** Opening PROVIDED RECORDS block **

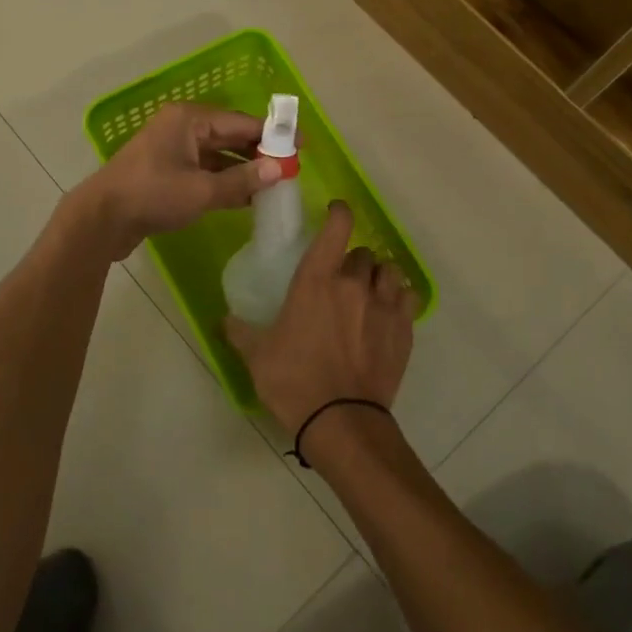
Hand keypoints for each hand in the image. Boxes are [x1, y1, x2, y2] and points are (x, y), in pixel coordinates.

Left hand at [82, 102, 279, 258]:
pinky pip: (203, 170)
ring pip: (217, 155)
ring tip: (272, 185)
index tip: (301, 144)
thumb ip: (242, 180)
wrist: (101, 219)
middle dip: (259, 152)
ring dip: (242, 170)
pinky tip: (245, 197)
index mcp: (189, 120)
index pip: (241, 122)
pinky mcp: (165, 172)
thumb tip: (278, 171)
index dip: (273, 134)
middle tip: (289, 168)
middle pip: (230, 136)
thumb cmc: (152, 196)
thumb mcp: (202, 190)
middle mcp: (181, 128)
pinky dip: (223, 181)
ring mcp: (171, 150)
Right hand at [225, 201, 415, 435]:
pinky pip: (407, 297)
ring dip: (377, 276)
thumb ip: (240, 331)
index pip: (337, 227)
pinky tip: (389, 311)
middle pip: (362, 253)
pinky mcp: (404, 329)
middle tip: (341, 278)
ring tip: (368, 291)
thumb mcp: (257, 356)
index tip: (336, 211)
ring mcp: (383, 305)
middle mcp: (354, 284)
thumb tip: (223, 320)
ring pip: (388, 271)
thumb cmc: (293, 381)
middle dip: (352, 260)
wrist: (340, 420)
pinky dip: (399, 298)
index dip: (340, 212)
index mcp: (316, 281)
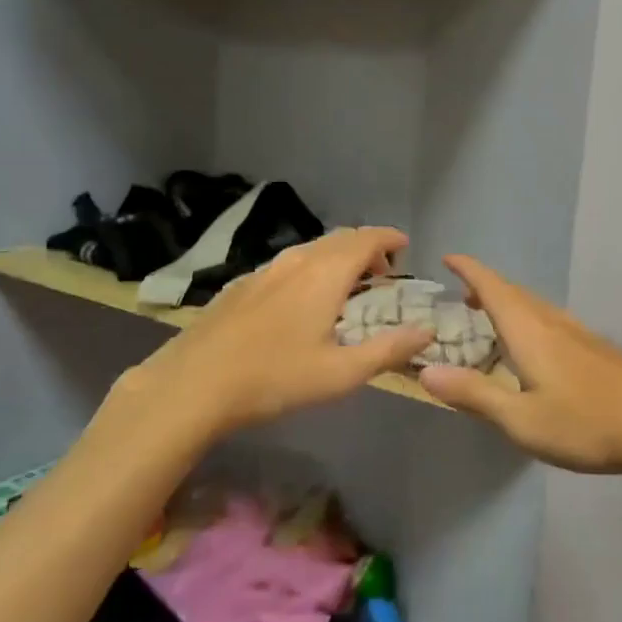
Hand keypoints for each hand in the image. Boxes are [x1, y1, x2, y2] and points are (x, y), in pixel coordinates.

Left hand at [119, 227, 433, 436]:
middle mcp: (297, 260)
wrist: (193, 384)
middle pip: (340, 238)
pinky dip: (309, 269)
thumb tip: (428, 330)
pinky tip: (302, 301)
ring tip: (346, 287)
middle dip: (366, 248)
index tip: (405, 247)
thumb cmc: (275, 378)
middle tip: (381, 274)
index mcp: (326, 273)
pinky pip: (288, 263)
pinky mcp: (242, 284)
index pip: (367, 238)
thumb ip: (389, 350)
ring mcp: (265, 269)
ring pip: (311, 249)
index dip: (390, 238)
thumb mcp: (341, 373)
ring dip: (337, 258)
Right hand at [418, 255, 621, 476]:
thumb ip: (473, 394)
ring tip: (494, 319)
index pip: (493, 287)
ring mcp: (581, 333)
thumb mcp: (520, 419)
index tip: (449, 258)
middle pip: (515, 292)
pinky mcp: (599, 349)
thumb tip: (426, 370)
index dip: (469, 270)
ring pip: (537, 306)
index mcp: (529, 331)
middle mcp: (554, 322)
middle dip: (486, 287)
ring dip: (511, 303)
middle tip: (463, 296)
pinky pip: (554, 321)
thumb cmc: (585, 424)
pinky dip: (532, 320)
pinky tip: (539, 348)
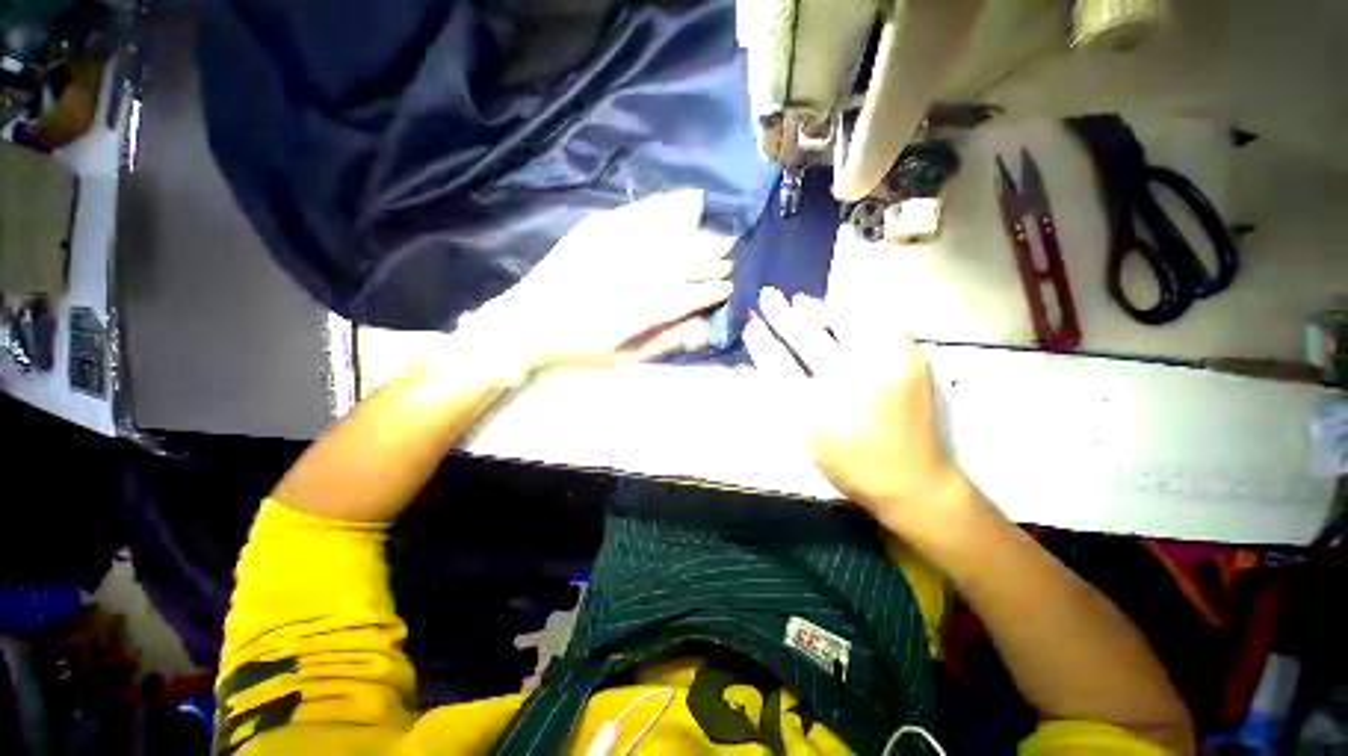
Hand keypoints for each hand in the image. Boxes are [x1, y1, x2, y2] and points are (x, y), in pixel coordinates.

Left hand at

** Closing PROVIDED RECORDS block **

TRY IT ▸ Only an exact copy is needed: the lines from the opening of the listing through the line with "index dip: (273, 134)", both included, minus the pictures.

SOLUTION FOR THIS EXERCISE ▸
Hand keypoints for each hand in the image. Boxes are [x1, y1, x2, y2] and points are (x, y), in pixel coordinates.

Left hand at [82, 102, 279, 258]:
pinky pip: (203, 170)
ring pip: (217, 155)
ring tip: (272, 185)
index tip: (301, 144)
thumb ip: (242, 180)
wrist: (101, 219)
middle dip: (259, 152)
ring dip: (242, 170)
pinky tip: (245, 197)
index mcp: (189, 120)
index pip: (241, 122)
pinky mcp: (165, 172)
thumb tip: (278, 171)
index dip: (273, 134)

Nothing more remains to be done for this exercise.